Showing posts with label Covid lockdown. Show all posts
Showing posts with label Covid lockdown. Show all posts

Friday, July 18, 2025

Bat Eater and Other Names for Cora Zeng

Bat Eater and Other Names for Cora Zeng by Kylie Lee Baker, 304 pages

As COVID-19 starts ravaging the world, so do the racist allegations that Chinese people (and all Asian Americans, by association) are to blame. It's against this backdrop that Cora Zeng witnesses her sister get pushed in front of a subway car, one of many officially ignored deaths of women in Chinatown in 2020. And Cora would know, as she's a crime scene cleaner tasked with removing all traces of these women and their gruesome deaths (all ruled suicides, incidentally) from their apartments. However, while dealing with the gross details of her job and the grief over her sister, Cora doesn't have time for traditions like the Hungry Ghost Festival. But ignoring the hungry ghosts is a mistake, as Cora soon learns.
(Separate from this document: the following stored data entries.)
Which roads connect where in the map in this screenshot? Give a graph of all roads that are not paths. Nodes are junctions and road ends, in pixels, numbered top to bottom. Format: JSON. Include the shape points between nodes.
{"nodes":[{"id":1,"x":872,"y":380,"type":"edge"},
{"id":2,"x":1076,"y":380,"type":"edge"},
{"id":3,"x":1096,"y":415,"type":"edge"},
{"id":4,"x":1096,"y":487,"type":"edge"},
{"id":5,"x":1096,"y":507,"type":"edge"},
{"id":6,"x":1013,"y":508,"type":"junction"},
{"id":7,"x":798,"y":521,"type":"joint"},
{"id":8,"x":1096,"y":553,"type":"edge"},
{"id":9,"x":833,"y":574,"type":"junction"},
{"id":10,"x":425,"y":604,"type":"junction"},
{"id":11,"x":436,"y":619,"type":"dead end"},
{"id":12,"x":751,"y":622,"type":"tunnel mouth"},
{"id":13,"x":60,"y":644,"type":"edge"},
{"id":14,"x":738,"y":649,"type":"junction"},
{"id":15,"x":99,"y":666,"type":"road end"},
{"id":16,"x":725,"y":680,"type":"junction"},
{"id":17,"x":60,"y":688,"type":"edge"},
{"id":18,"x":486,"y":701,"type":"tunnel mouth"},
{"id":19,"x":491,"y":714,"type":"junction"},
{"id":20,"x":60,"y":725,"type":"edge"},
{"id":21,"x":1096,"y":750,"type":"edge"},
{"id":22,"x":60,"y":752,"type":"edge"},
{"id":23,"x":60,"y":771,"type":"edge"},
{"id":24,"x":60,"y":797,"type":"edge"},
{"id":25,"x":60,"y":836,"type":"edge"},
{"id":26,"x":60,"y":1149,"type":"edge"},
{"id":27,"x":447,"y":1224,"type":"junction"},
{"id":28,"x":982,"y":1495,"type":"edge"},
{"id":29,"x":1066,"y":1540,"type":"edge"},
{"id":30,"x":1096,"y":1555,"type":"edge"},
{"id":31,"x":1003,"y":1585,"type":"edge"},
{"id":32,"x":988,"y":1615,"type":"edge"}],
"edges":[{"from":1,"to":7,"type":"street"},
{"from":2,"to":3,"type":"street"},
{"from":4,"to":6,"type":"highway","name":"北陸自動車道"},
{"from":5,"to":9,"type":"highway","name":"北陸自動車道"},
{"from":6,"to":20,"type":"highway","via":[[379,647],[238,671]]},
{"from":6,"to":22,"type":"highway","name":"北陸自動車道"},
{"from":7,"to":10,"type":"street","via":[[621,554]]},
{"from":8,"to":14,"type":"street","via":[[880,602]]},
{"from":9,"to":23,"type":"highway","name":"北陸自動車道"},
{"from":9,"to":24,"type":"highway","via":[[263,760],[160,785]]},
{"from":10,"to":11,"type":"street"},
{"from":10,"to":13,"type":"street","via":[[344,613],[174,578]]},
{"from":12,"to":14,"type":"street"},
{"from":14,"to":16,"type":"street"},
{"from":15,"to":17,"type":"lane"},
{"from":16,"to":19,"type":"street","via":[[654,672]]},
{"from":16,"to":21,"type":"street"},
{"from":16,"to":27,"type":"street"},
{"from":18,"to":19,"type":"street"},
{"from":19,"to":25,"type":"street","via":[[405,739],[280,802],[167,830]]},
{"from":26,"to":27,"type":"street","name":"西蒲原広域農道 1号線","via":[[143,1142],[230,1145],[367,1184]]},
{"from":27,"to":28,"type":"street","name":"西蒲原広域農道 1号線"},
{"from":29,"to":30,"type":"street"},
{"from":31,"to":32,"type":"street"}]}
This is a fantastic horror novel that combines supernatural horror with the very real horrors of racism and sexism in a terrifying and creative way. An excellent book for fans of The Eyes Are the Best Part or the works of Stephen Graham Jones.

Tuesday, January 14, 2025

Past Lying

Past Lying by Val McDermid, 452 pages

It's late March 2020, and DCI Karen Pirie and her team at the Historic Crimes Unit are bored to tears with nothing to do during COVID lockdown when a call comes in from the National Library with a possible lead in a cold case. Late thriller author Jake Stein donated his personal archives to the library upon his death, and as archivists started to go through his belongings, they discovered an unpublished manuscript that matches very closely the details of an unsolved case of a missing woman. Now Pirie and her team must figure out how to reopen the case under the tight restrictions of lockdown.

I love the premise for this book, the seventh in McDermid's Karen Pirie series, though I was a bit surprised by how mobile the HCU team was during Scotland's strict lockdown regulations — I seriously thought they'd be doing all of the interviews via Zoom, yet they were meeting people in the park and sitting 6 feet away instead. That said, this was a remarkably quick and engaging read for 450 pages, and even though I figured out several of the twists WAY early, I still enjoyed the book, particularly the relationship between Pirie and her two teammates. I haven't read the other books in this series, but I'll probably put them on my TBR to check out at some future date.

Saturday, August 24, 2024

Romantic Comedy

Romantic Comedy by Curtis Sittenfeld (2023) 305 pages

It's no accident that the backdrop of this book reminds one of Saturday Night Live. In her acknowledgement section, Sittenfeld lists the most humongous list of materials related to the long-running show, which she drew upon to get the full flavor of The Night Owls (TNO). Sally is a writer for TNO, and although she reminds me a bit of Liz Lemon from Thirty Rock, Sally's character is deeper, with a better story line.

Sally had married young, but her husband was done with the marriage when she got her job at TNO. He'd never expected her to be successful in her attempts to get onboard. Since then, Sally has had only one relationship that she wished would have gone further, but ultimately, she's grateful for her career at TNO over these past 10 years, and for the close friends she has made at the show.

It's April 2018. A good-looking and talented musical guest, Noah Brewster, is also the host of the upcoming show. Sally works with him on the sketches, and she's not sure if he's feeling the sparks that she is, but she decides that if the feeling is real, that it won't last. She's just not as desirable as other women Noah has reportedly dated. Good-looking women will pair up with ordinary men, but the reverse just doesn't happen.

Sittenfeld leans into this concept and takes it two years into the future, during the Covid lockdown. Sally gets an email from Noah and starts corresponding with him. Their interactions are mostly fun, but also reveal their inner feelings. Could their relationship work in the real world, or is heartbreak inevitable?



Thursday, December 7, 2023

Revenge of the Librarians

Revenge of the Librarians by Tom Gauld, 180 pages

In this 2022 collection of cartoons, Gauld (a cartoonist for The New Yorker and The Guardian) offers up short, humorous takes on books, libraries, authors, and the COVID-19 pandemic during which most of these cartoons were created. They're smart, relatable, and funny, and I found myself cackling heartily MANY times during the short amount of time it took to devour the book. Highly recommended to fans of books, libraries, and humor.